There’s a process in moving homes where you disassemble and reassemble your belongings. You sort through the things that are important to you, versus those that are not. This is a metaphor to life — what do you want to keep with you and what do you want to leave behind? What do you need to burn down, in order to start anew? Fire is a natural process, required by our ecosystem to allow other things to grow. Fire is said to symbolize rebirth, hope and purification. This is a personal essay of how I let go of a shameful relationship with moving and allowed it to grow into a celebratory relationship.

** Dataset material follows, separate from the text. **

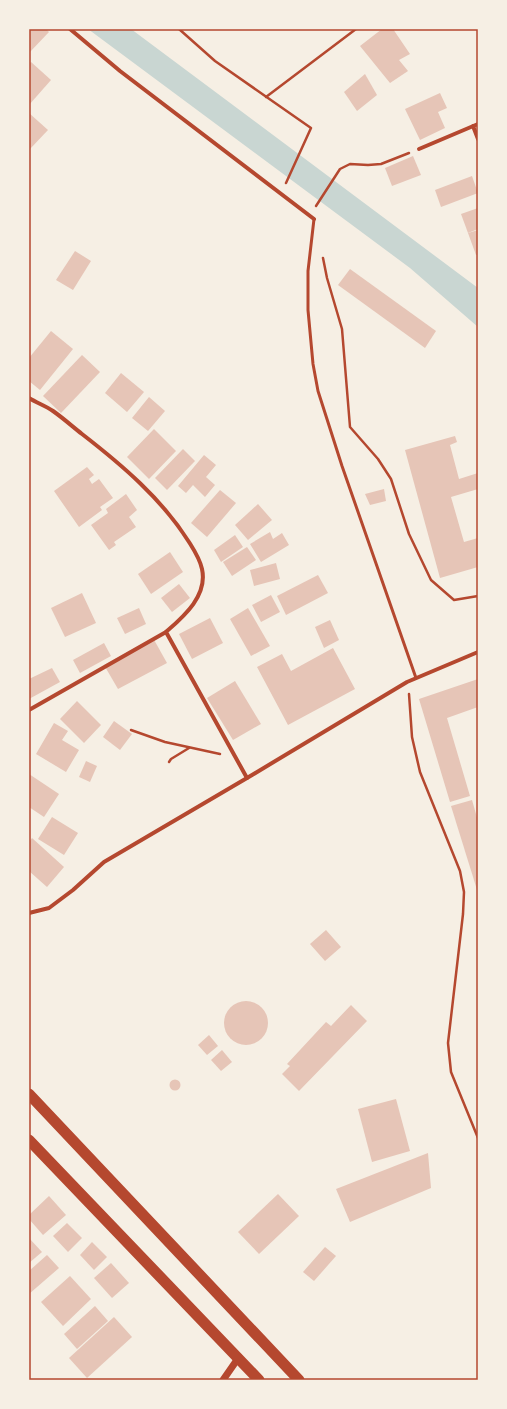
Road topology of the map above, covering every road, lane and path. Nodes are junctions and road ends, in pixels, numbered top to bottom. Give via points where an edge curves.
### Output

I was in elementary school when children’s services came to my home. A woman came over to ask me about a variety of things, but mostly about my relationship with my dad, who divorced my mother when I was around three. At the time, I was confused because I never saw anything wrong with my dad, but I cooperated.
My father was being charged for counts of sexual abuse by someone else in my family. This is a moment in time that I pin as the beginning of my relationship with shame.
Why shame? My father was on the local news since he was in the police force, my friends’ parents were aware of what was going on, my family was forced to break apart again, but I wasn’t able to talk about anything. We didn’t talk about anything.
I was angry, I was confused, I was heartbroken and I was a different person. My dad, stepmom, step-sister and half-brother were just taken away from me. My dad, who I looked up to so much, was now being charged with a felony.
From that point on, I didn’t know where I belonged. I felt ashamed of what was happening with my family and didn’t have the slightest understanding of how to talk about my feelings. I tried to fit in with the other kids in my school, but constantly felt like this big dark cloud was lurking overhead. I tried to force normalcy out of a situation that was anything but.
My dad moved in with my grandmother after things settled. My grandma was the light in this situation – she had the biggest smile and always played NPR in the cassette player that lived on top of her fridge. Her love for nature and the outdoors pours through my veins these days, and in this moment, she made sure this situation felt somewhat easeful.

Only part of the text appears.